### Data records
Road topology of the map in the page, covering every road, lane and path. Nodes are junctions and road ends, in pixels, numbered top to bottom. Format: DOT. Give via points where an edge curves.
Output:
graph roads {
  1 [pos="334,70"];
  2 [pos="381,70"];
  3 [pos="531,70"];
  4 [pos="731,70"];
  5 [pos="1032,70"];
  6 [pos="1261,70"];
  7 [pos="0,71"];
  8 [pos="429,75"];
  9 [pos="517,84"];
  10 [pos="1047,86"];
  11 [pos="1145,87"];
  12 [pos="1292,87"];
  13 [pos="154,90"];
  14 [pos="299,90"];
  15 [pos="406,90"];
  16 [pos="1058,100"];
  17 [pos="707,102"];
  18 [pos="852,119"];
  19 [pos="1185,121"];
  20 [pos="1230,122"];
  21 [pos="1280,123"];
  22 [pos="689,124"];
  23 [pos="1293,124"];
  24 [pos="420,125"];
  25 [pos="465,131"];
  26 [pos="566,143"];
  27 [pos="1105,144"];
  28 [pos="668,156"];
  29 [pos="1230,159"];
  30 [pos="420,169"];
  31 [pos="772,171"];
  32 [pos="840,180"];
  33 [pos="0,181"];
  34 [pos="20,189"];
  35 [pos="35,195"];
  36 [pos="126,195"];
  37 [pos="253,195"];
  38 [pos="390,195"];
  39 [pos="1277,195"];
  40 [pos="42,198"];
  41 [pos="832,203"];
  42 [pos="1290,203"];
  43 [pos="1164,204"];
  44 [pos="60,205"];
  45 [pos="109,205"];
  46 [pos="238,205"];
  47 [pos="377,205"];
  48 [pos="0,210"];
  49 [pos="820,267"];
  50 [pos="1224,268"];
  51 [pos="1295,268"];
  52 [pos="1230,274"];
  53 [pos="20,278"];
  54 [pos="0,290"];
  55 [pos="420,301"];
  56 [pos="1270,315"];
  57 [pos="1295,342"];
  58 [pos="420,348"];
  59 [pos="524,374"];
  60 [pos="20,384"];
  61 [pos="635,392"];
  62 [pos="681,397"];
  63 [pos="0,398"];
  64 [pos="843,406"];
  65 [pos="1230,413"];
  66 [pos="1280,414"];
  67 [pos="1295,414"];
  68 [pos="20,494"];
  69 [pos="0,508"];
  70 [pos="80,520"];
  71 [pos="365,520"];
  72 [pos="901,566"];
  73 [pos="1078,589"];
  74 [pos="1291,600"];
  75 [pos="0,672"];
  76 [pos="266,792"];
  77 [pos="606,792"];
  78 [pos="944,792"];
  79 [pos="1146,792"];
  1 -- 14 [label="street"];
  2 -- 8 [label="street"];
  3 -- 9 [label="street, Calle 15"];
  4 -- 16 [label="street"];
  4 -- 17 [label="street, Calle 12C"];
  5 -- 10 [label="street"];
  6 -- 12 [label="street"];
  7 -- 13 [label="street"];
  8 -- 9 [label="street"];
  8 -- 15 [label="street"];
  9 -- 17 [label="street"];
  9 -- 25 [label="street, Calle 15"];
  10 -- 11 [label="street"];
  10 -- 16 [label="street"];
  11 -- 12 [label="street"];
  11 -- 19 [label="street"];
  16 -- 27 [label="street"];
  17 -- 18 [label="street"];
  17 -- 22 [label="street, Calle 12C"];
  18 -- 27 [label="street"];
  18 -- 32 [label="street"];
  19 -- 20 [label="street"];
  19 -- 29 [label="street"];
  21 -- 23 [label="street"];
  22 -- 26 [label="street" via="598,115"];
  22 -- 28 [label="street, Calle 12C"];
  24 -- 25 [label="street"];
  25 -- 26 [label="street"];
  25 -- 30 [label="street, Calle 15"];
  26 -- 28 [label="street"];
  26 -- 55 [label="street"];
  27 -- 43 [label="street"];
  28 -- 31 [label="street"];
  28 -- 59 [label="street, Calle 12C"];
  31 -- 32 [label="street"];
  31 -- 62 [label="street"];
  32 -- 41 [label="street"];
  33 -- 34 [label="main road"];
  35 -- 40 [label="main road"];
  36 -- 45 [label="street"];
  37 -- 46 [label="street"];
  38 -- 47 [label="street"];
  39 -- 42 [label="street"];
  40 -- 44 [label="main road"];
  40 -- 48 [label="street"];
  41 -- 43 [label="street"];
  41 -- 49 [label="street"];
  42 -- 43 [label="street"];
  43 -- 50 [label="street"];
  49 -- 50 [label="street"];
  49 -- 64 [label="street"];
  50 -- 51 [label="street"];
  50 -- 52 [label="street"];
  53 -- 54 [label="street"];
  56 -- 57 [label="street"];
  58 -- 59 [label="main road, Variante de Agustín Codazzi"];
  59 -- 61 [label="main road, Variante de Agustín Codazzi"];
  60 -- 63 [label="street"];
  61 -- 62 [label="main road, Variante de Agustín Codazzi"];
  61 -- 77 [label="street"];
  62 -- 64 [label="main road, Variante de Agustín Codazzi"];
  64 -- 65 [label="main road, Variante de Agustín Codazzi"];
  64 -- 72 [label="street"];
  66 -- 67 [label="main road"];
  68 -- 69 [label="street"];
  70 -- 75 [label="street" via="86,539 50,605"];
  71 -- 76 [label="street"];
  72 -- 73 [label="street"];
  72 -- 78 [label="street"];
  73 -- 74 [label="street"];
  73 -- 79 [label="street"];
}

### Aim of the task
Restate every entry above word for word.

### Task result
Road topology of the map in the page, covering every road, lane and path. Nodes are junctions and road ends, in pixels, numbered top to bottom. Format: DOT. Give via points where an edge curves.
Output:
graph roads {
  1 [pos="334,70"];
  2 [pos="381,70"];
  3 [pos="531,70"];
  4 [pos="731,70"];
  5 [pos="1032,70"];
  6 [pos="1261,70"];
  7 [pos="0,71"];
  8 [pos="429,75"];
  9 [pos="517,84"];
  10 [pos="1047,86"];
  11 [pos="1145,87"];
  12 [pos="1292,87"];
  13 [pos="154,90"];
  14 [pos="299,90"];
  15 [pos="406,90"];
  16 [pos="1058,100"];
  17 [pos="707,102"];
  18 [pos="852,119"];
  19 [pos="1185,121"];
  20 [pos="1230,122"];
  21 [pos="1280,123"];
  22 [pos="689,124"];
  23 [pos="1293,124"];
  24 [pos="420,125"];
  25 [pos="465,131"];
  26 [pos="566,143"];
  27 [pos="1105,144"];
  28 [pos="668,156"];
  29 [pos="1230,159"];
  30 [pos="420,169"];
  31 [pos="772,171"];
  32 [pos="840,180"];
  33 [pos="0,181"];
  34 [pos="20,189"];
  35 [pos="35,195"];
  36 [pos="126,195"];
  37 [pos="253,195"];
  38 [pos="390,195"];
  39 [pos="1277,195"];
  40 [pos="42,198"];
  41 [pos="832,203"];
  42 [pos="1290,203"];
  43 [pos="1164,204"];
  44 [pos="60,205"];
  45 [pos="109,205"];
  46 [pos="238,205"];
  47 [pos="377,205"];
  48 [pos="0,210"];
  49 [pos="820,267"];
  50 [pos="1224,268"];
  51 [pos="1295,268"];
  52 [pos="1230,274"];
  53 [pos="20,278"];
  54 [pos="0,290"];
  55 [pos="420,301"];
  56 [pos="1270,315"];
  57 [pos="1295,342"];
  58 [pos="420,348"];
  59 [pos="524,374"];
  60 [pos="20,384"];
  61 [pos="635,392"];
  62 [pos="681,397"];
  63 [pos="0,398"];
  64 [pos="843,406"];
  65 [pos="1230,413"];
  66 [pos="1280,414"];
  67 [pos="1295,414"];
  68 [pos="20,494"];
  69 [pos="0,508"];
  70 [pos="80,520"];
  71 [pos="365,520"];
  72 [pos="901,566"];
  73 [pos="1078,589"];
  74 [pos="1291,600"];
  75 [pos="0,672"];
  76 [pos="266,792"];
  77 [pos="606,792"];
  78 [pos="944,792"];
  79 [pos="1146,792"];
  1 -- 14 [label="street"];
  2 -- 8 [label="street"];
  3 -- 9 [label="street, Calle 15"];
  4 -- 16 [label="street"];
  4 -- 17 [label="street, Calle 12C"];
  5 -- 10 [label="street"];
  6 -- 12 [label="street"];
  7 -- 13 [label="street"];
  8 -- 9 [label="street"];
  8 -- 15 [label="street"];
  9 -- 17 [label="street"];
  9 -- 25 [label="street, Calle 15"];
  10 -- 11 [label="street"];
  10 -- 16 [label="street"];
  11 -- 12 [label="street"];
  11 -- 19 [label="street"];
  16 -- 27 [label="street"];
  17 -- 18 [label="street"];
  17 -- 22 [label="street, Calle 12C"];
  18 -- 27 [label="street"];
  18 -- 32 [label="street"];
  19 -- 20 [label="street"];
  19 -- 29 [label="street"];
  21 -- 23 [label="street"];
  22 -- 26 [label="street" via="598,115"];
  22 -- 28 [label="street, Calle 12C"];
  24 -- 25 [label="street"];
  25 -- 26 [label="street"];
  25 -- 30 [label="street, Calle 15"];
  26 -- 28 [label="street"];
  26 -- 55 [label="street"];
  27 -- 43 [label="street"];
  28 -- 31 [label="street"];
  28 -- 59 [label="street, Calle 12C"];
  31 -- 32 [label="street"];
  31 -- 62 [label="street"];
  32 -- 41 [label="street"];
  33 -- 34 [label="main road"];
  35 -- 40 [label="main road"];
  36 -- 45 [label="street"];
  37 -- 46 [label="street"];
  38 -- 47 [label="street"];
  39 -- 42 [label="street"];
  40 -- 44 [label="main road"];
  40 -- 48 [label="street"];
  41 -- 43 [label="street"];
  41 -- 49 [label="street"];
  42 -- 43 [label="street"];
  43 -- 50 [label="street"];
  49 -- 50 [label="street"];
  49 -- 64 [label="street"];
  50 -- 51 [label="street"];
  50 -- 52 [label="street"];
  53 -- 54 [label="street"];
  56 -- 57 [label="street"];
  58 -- 59 [label="main road, Variante de Agustín Codazzi"];
  59 -- 61 [label="main road, Variante de Agustín Codazzi"];
  60 -- 63 [label="street"];
  61 -- 62 [label="main road, Variante de Agustín Codazzi"];
  61 -- 77 [label="street"];
  62 -- 64 [label="main road, Variante de Agustín Codazzi"];
  64 -- 65 [label="main road, Variante de Agustín Codazzi"];
  64 -- 72 [label="street"];
  66 -- 67 [label="main road"];
  68 -- 69 [label="street"];
  70 -- 75 [label="street" via="86,539 50,605"];
  71 -- 76 [label="street"];
  72 -- 73 [label="street"];
  72 -- 78 [label="street"];
  73 -- 74 [label="street"];
  73 -- 79 [label="street"];
}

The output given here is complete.